**MATERIAL SUPPLIED:**

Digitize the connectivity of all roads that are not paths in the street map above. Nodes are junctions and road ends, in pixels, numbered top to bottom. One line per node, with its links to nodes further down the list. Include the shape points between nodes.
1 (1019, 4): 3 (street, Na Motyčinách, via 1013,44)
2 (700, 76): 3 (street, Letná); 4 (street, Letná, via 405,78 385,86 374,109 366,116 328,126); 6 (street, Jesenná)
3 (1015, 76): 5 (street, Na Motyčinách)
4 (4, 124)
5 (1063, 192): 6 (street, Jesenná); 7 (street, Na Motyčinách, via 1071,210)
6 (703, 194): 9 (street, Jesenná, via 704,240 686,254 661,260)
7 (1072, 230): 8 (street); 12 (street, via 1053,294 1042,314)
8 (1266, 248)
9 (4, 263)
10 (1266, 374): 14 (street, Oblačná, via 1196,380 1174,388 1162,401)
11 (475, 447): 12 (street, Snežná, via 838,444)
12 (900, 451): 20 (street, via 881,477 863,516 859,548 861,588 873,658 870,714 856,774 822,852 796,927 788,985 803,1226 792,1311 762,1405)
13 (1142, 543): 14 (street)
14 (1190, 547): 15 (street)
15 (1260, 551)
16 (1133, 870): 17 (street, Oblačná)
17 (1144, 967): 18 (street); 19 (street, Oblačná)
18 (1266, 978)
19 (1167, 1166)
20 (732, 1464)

**DIRECTIONS:**
Return the listing word for word.

**YOUR SOLUTION:**
Digitize the connectivity of all roads that are not paths in the street map above. Nodes are junctions and road ends, in pixels, numbered top to bottom. One line per node, with its links to nodes further down the list. Include the shape points between nodes.
1 (1019, 4): 3 (street, Na Motyčinách, via 1013,44)
2 (700, 76): 3 (street, Letná); 4 (street, Letná, via 405,78 385,86 374,109 366,116 328,126); 6 (street, Jesenná)
3 (1015, 76): 5 (street, Na Motyčinách)
4 (4, 124)
5 (1063, 192): 6 (street, Jesenná); 7 (street, Na Motyčinách, via 1071,210)
6 (703, 194): 9 (street, Jesenná, via 704,240 686,254 661,260)
7 (1072, 230): 8 (street); 12 (street, via 1053,294 1042,314)
8 (1266, 248)
9 (4, 263)
10 (1266, 374): 14 (street, Oblačná, via 1196,380 1174,388 1162,401)
11 (475, 447): 12 (street, Snežná, via 838,444)
12 (900, 451): 20 (street, via 881,477 863,516 859,548 861,588 873,658 870,714 856,774 822,852 796,927 788,985 803,1226 792,1311 762,1405)
13 (1142, 543): 14 (street)
14 (1190, 547): 15 (street)
15 (1260, 551)
16 (1133, 870): 17 (street, Oblačná)
17 (1144, 967): 18 (street); 19 (street, Oblačná)
18 (1266, 978)
19 (1167, 1166)
20 (732, 1464)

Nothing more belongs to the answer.